[Start of section]

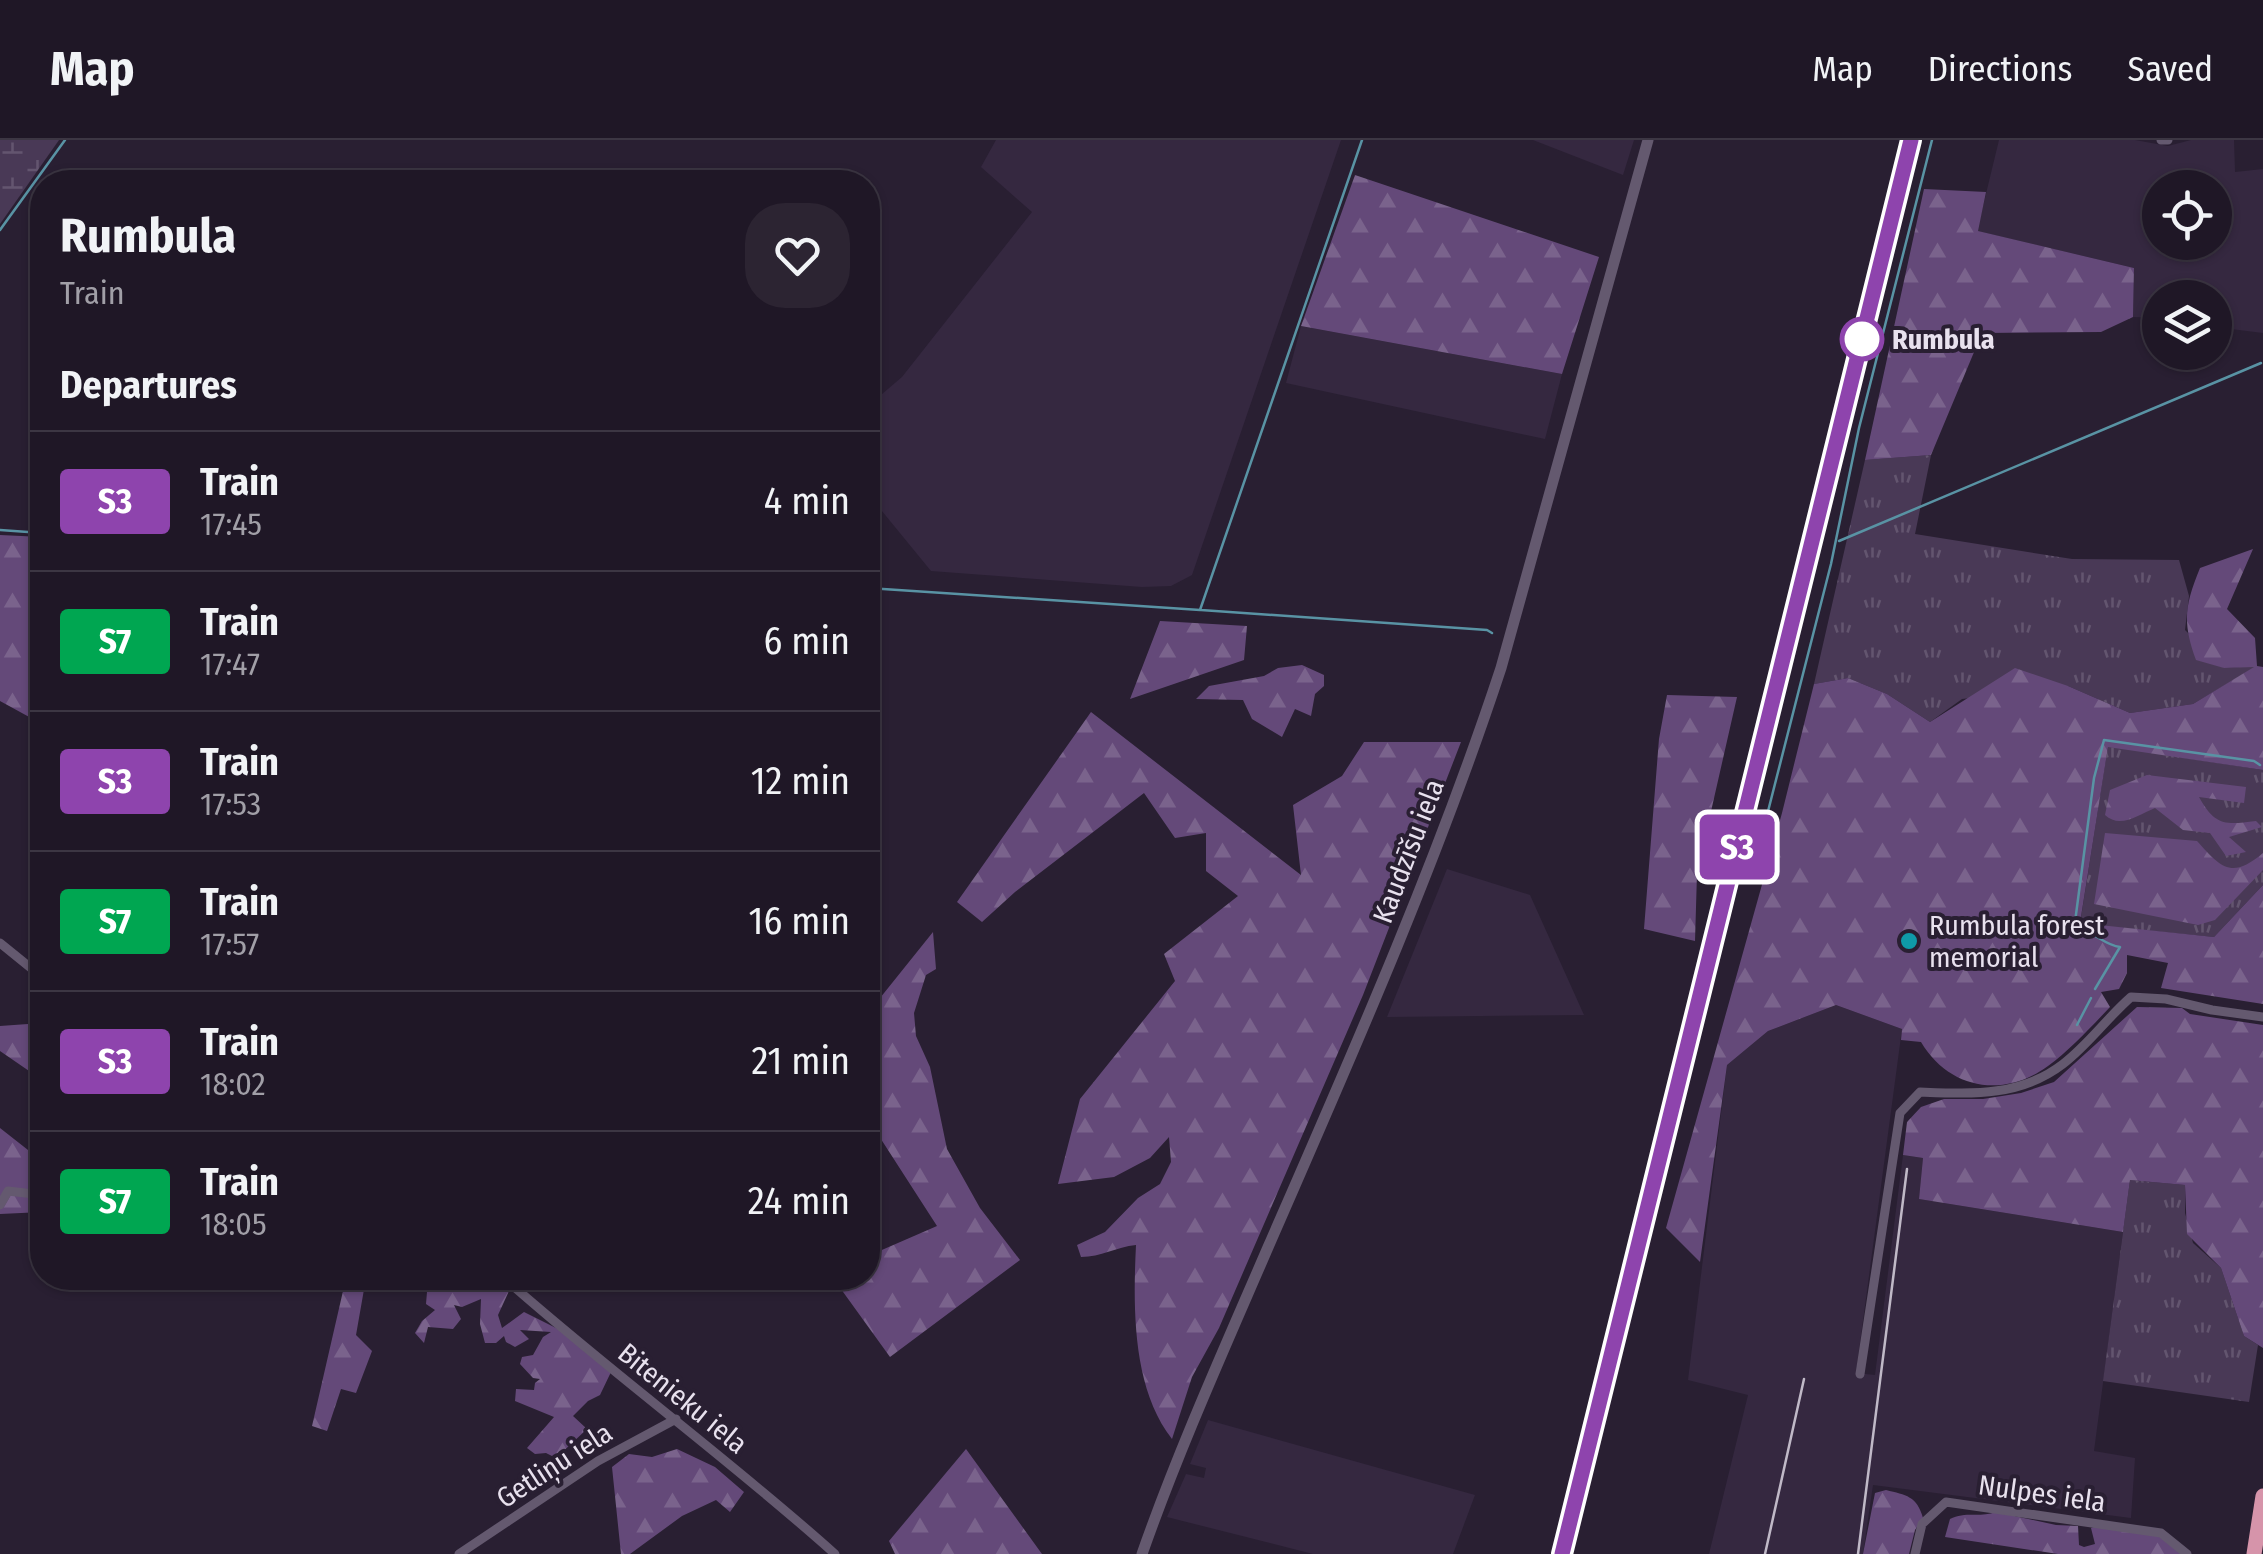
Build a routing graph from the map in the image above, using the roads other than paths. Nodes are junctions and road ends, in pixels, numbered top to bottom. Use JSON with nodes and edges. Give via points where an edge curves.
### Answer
{"nodes":[{"id":1,"x":1648,"y":140,"type":"edge"},
{"id":2,"x":0,"y":942,"type":"edge"},
{"id":3,"x":30,"y":967,"type":"edge"},
{"id":4,"x":2263,"y":1017,"type":"edge"},
{"id":5,"x":30,"y":1194,"type":"edge"},
{"id":6,"x":0,"y":1205,"type":"edge"},
{"id":7,"x":518,"y":1290,"type":"edge"},
{"id":8,"x":1860,"y":1374,"type":"dead end"},
{"id":9,"x":676,"y":1419,"type":"junction"},
{"id":10,"x":2263,"y":1496,"type":"edge"},
{"id":11,"x":459,"y":1554,"type":"edge"},
{"id":12,"x":834,"y":1554,"type":"edge"},
{"id":13,"x":1142,"y":1554,"type":"edge"},
{"id":14,"x":1915,"y":1554,"type":"edge"},
{"id":15,"x":2187,"y":1554,"type":"edge"},
{"id":16,"x":2254,"y":1554,"type":"edge"}],
"edges":[{"from":1,"to":13,"type":"street","name":"Kaudzīšu iela","via":[[1480,730],[1398,944]]},
{"from":2,"to":3,"type":"street"},
{"from":4,"to":8,"type":"street","via":[[2131,997],[2065,1063],[2032,1084],[1996,1093],[1920,1092],[1900,1113]]},
{"from":5,"to":6,"type":"street","via":[[8,1191]]},
{"from":7,"to":9,"type":"street","name":"Bitenieku iela"},
{"from":9,"to":11,"type":"street","name":"Getliņu iela","via":[[598,1460]]},
{"from":9,"to":12,"type":"street","name":"Bitenieku iela"},
{"from":10,"to":16,"type":"highway"},
{"from":14,"to":15,"type":"street","name":"Nulpes iela","via":[[1922,1524],[1946,1502],[2162,1533]]}]}
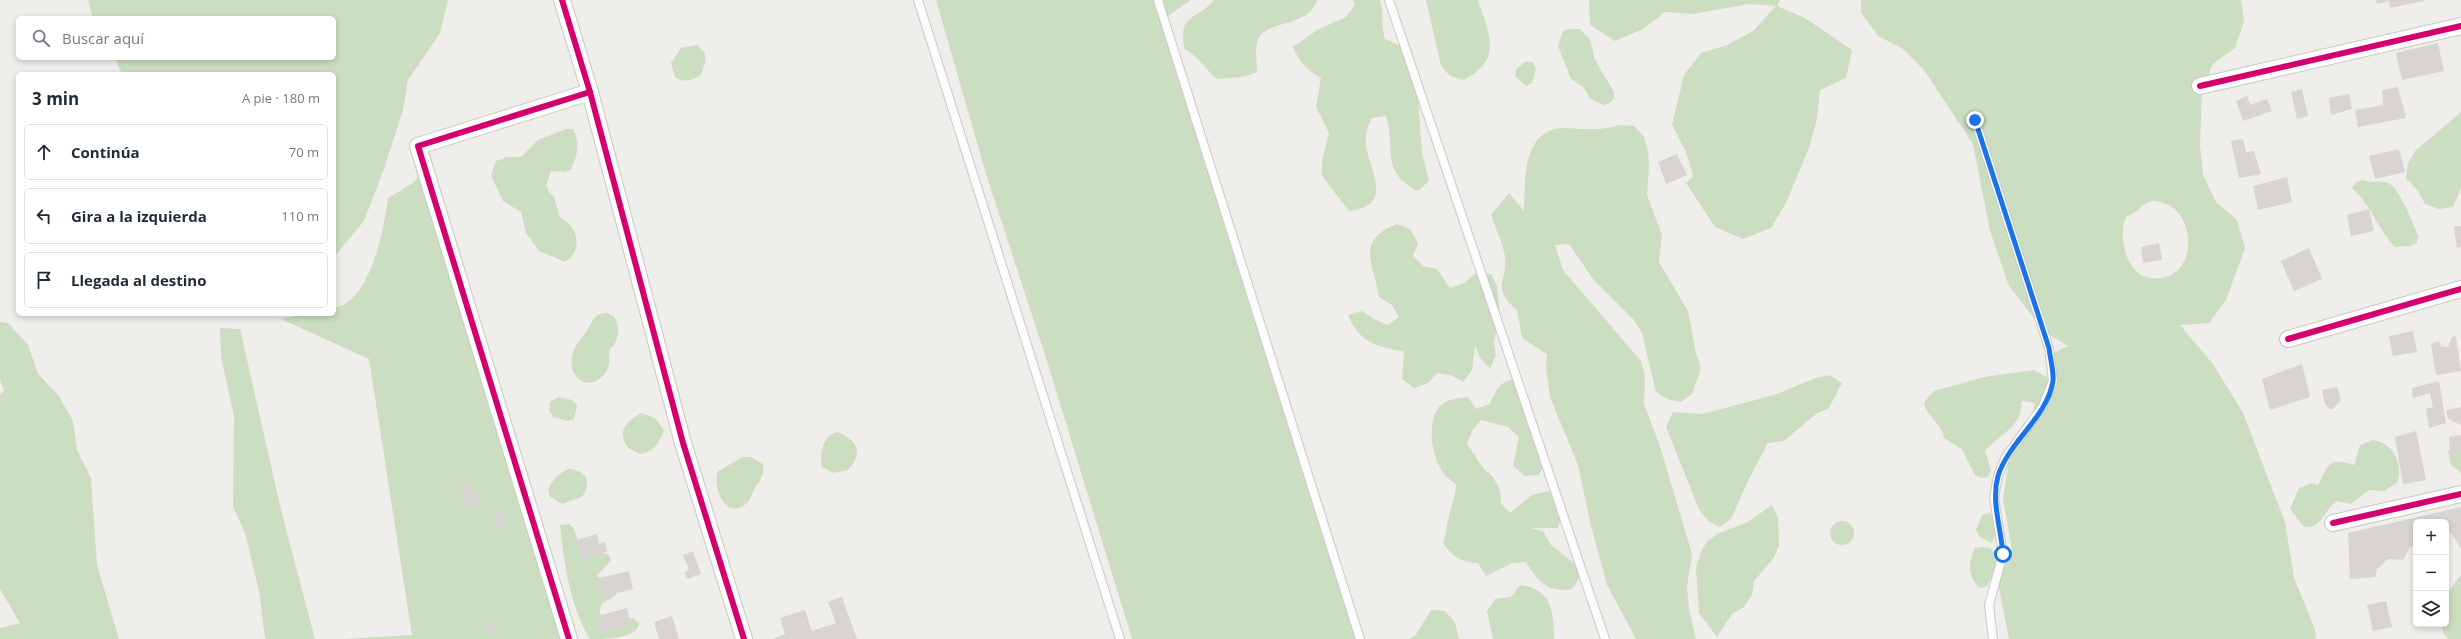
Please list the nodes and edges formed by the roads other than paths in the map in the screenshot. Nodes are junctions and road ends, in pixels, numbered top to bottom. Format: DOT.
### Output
graph roads {
  1 [pos="562,0"];
  2 [pos="918,0"];
  3 [pos="1158,0"];
  4 [pos="1389,0"];
  5 [pos="2461,26"];
  6 [pos="2200,86"];
  7 [pos="590,92"];
  8 [pos="1975,120"];
  9 [pos="2461,289"];
  10 [pos="2288,339"];
  11 [pos="2461,494"];
  12 [pos="2333,523"];
  13 [pos="569,639"];
  14 [pos="744,639"];
  15 [pos="1120,639"];
  16 [pos="1360,639"];
  17 [pos="1605,639"];
  18 [pos="1993,639"];
  1 -- 7 [label="street"];
  2 -- 15 [label="lane"];
  3 -- 16 [label="lane"];
  4 -- 17 [label="lane"];
  5 -- 6 [label="street"];
  7 -- 13 [label="street"];
  7 -- 14 [label="street"];
  8 -- 18 [label="lane"];
  9 -- 10 [label="street"];
  11 -- 12 [label="street"];
}
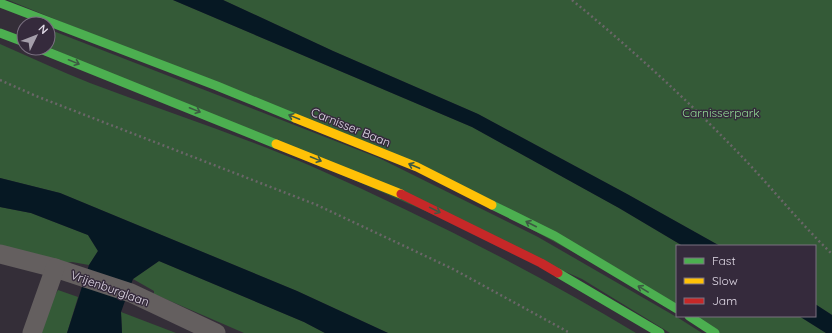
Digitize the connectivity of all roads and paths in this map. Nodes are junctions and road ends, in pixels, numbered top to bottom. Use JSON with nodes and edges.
{"nodes":[{"id":1,"x":572,"y":0,"type":"edge"},
{"id":2,"x":0,"y":3,"type":"edge"},
{"id":3,"x":0,"y":33,"type":"edge"},
{"id":4,"x":16,"y":39,"type":"edge"},
{"id":5,"x":56,"y":55,"type":"edge"},
{"id":6,"x":0,"y":80,"type":"edge"},
{"id":7,"x":0,"y":254,"type":"edge"},
{"id":8,"x":832,"y":254,"type":"edge"},
{"id":9,"x":55,"y":268,"type":"junction"},
{"id":10,"x":676,"y":308,"type":"edge"},
{"id":11,"x":691,"y":317,"type":"edge"},
{"id":12,"x":207,"y":331,"type":"edge"},
{"id":13,"x":32,"y":333,"type":"edge"},
{"id":14,"x":570,"y":333,"type":"edge"},
{"id":15,"x":660,"y":333,"type":"edge"},
{"id":16,"x":715,"y":333,"type":"edge"}],
"edges":[{"from":1,"to":8,"type":"path"},
{"from":10,"to":2,"type":"main road","name":"Carnisser Baan","one_way":true},
{"from":3,"to":4,"type":"main road"},
{"from":5,"to":15,"type":"main road","one_way":true},
{"from":6,"to":14,"type":"path"},
{"from":7,"to":9,"type":"street","name":"Vrijenburglaan"},
{"from":9,"to":12,"type":"street","name":"Vrijenburglaan"},
{"from":9,"to":13,"type":"street"},
{"from":11,"to":16,"type":"main road"}]}
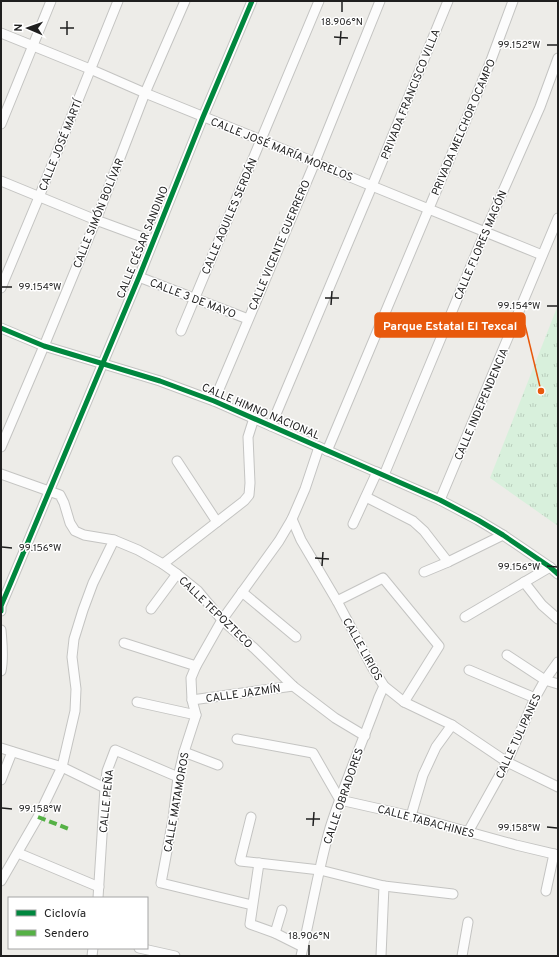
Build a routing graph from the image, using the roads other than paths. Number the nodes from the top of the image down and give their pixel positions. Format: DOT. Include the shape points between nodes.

[End of section]

When you print the entries, keep every line exactly as it is and drop the pictures.

**Exercise solution**:
Build a routing graph from the map in the image above, using the roads other than paths. Nodes are junctions and road ends, in pixels, numbered top to bottom. Use JSON with nodes and edges. Give via points where an edge curves.
### Answer
{"nodes":[{"id":1,"x":1648,"y":140,"type":"edge"},
{"id":2,"x":0,"y":942,"type":"edge"},
{"id":3,"x":30,"y":967,"type":"edge"},
{"id":4,"x":2263,"y":1017,"type":"edge"},
{"id":5,"x":30,"y":1194,"type":"edge"},
{"id":6,"x":0,"y":1205,"type":"edge"},
{"id":7,"x":518,"y":1290,"type":"edge"},
{"id":8,"x":1860,"y":1374,"type":"dead end"},
{"id":9,"x":676,"y":1419,"type":"junction"},
{"id":10,"x":2263,"y":1496,"type":"edge"},
{"id":11,"x":459,"y":1554,"type":"edge"},
{"id":12,"x":834,"y":1554,"type":"edge"},
{"id":13,"x":1142,"y":1554,"type":"edge"},
{"id":14,"x":1915,"y":1554,"type":"edge"},
{"id":15,"x":2187,"y":1554,"type":"edge"},
{"id":16,"x":2254,"y":1554,"type":"edge"}],
"edges":[{"from":1,"to":13,"type":"street","name":"Kaudzīšu iela","via":[[1480,730],[1398,944]]},
{"from":2,"to":3,"type":"street"},
{"from":4,"to":8,"type":"street","via":[[2131,997],[2065,1063],[2032,1084],[1996,1093],[1920,1092],[1900,1113]]},
{"from":5,"to":6,"type":"street","via":[[8,1191]]},
{"from":7,"to":9,"type":"street","name":"Bitenieku iela"},
{"from":9,"to":11,"type":"street","name":"Getliņu iela","via":[[598,1460]]},
{"from":9,"to":12,"type":"street","name":"Bitenieku iela"},
{"from":10,"to":16,"type":"highway"},
{"from":14,"to":15,"type":"street","name":"Nulpes iela","via":[[1922,1524],[1946,1502],[2162,1533]]}]}
Please list the nodes and edges formed by the roads other than paths in the map in the screenshot. Nodes are junctions and road ends, in pixels, numbered top to bottom. Format: DOT.
### Output
graph roads {
  1 [pos="562,0"];
  2 [pos="918,0"];
  3 [pos="1158,0"];
  4 [pos="1389,0"];
  5 [pos="2461,26"];
  6 [pos="2200,86"];
  7 [pos="590,92"];
  8 [pos="1975,120"];
  9 [pos="2461,289"];
  10 [pos="2288,339"];
  11 [pos="2461,494"];
  12 [pos="2333,523"];
  13 [pos="569,639"];
  14 [pos="744,639"];
  15 [pos="1120,639"];
  16 [pos="1360,639"];
  17 [pos="1605,639"];
  18 [pos="1993,639"];
  1 -- 7 [label="street"];
  2 -- 15 [label="lane"];
  3 -- 16 [label="lane"];
  4 -- 17 [label="lane"];
  5 -- 6 [label="street"];
  7 -- 13 [label="street"];
  7 -- 14 [label="street"];
  8 -- 18 [label="lane"];
  9 -- 10 [label="street"];
  11 -- 12 [label="street"];
}
Digitize the connectivity of all roads and paths in this map. Nodes are junctions and road ends, in pixels, numbered top to bottom. Use JSON with nodes and edges.
{"nodes":[{"id":1,"x":572,"y":0,"type":"edge"},
{"id":2,"x":0,"y":3,"type":"edge"},
{"id":3,"x":0,"y":33,"type":"edge"},
{"id":4,"x":16,"y":39,"type":"edge"},
{"id":5,"x":56,"y":55,"type":"edge"},
{"id":6,"x":0,"y":80,"type":"edge"},
{"id":7,"x":0,"y":254,"type":"edge"},
{"id":8,"x":832,"y":254,"type":"edge"},
{"id":9,"x":55,"y":268,"type":"junction"},
{"id":10,"x":676,"y":308,"type":"edge"},
{"id":11,"x":691,"y":317,"type":"edge"},
{"id":12,"x":207,"y":331,"type":"edge"},
{"id":13,"x":32,"y":333,"type":"edge"},
{"id":14,"x":570,"y":333,"type":"edge"},
{"id":15,"x":660,"y":333,"type":"edge"},
{"id":16,"x":715,"y":333,"type":"edge"}],
"edges":[{"from":1,"to":8,"type":"path"},
{"from":10,"to":2,"type":"main road","name":"Carnisser Baan","one_way":true},
{"from":3,"to":4,"type":"main road"},
{"from":5,"to":15,"type":"main road","one_way":true},
{"from":6,"to":14,"type":"path"},
{"from":7,"to":9,"type":"street","name":"Vrijenburglaan"},
{"from":9,"to":12,"type":"street","name":"Vrijenburglaan"},
{"from":9,"to":13,"type":"street"},
{"from":11,"to":16,"type":"main road"}]}
Build a routing graph from the image, using the roads other than paths. Number the nodes from the top of the image down and give their pixel positions. Format: DOT. Include the shape points between nodes.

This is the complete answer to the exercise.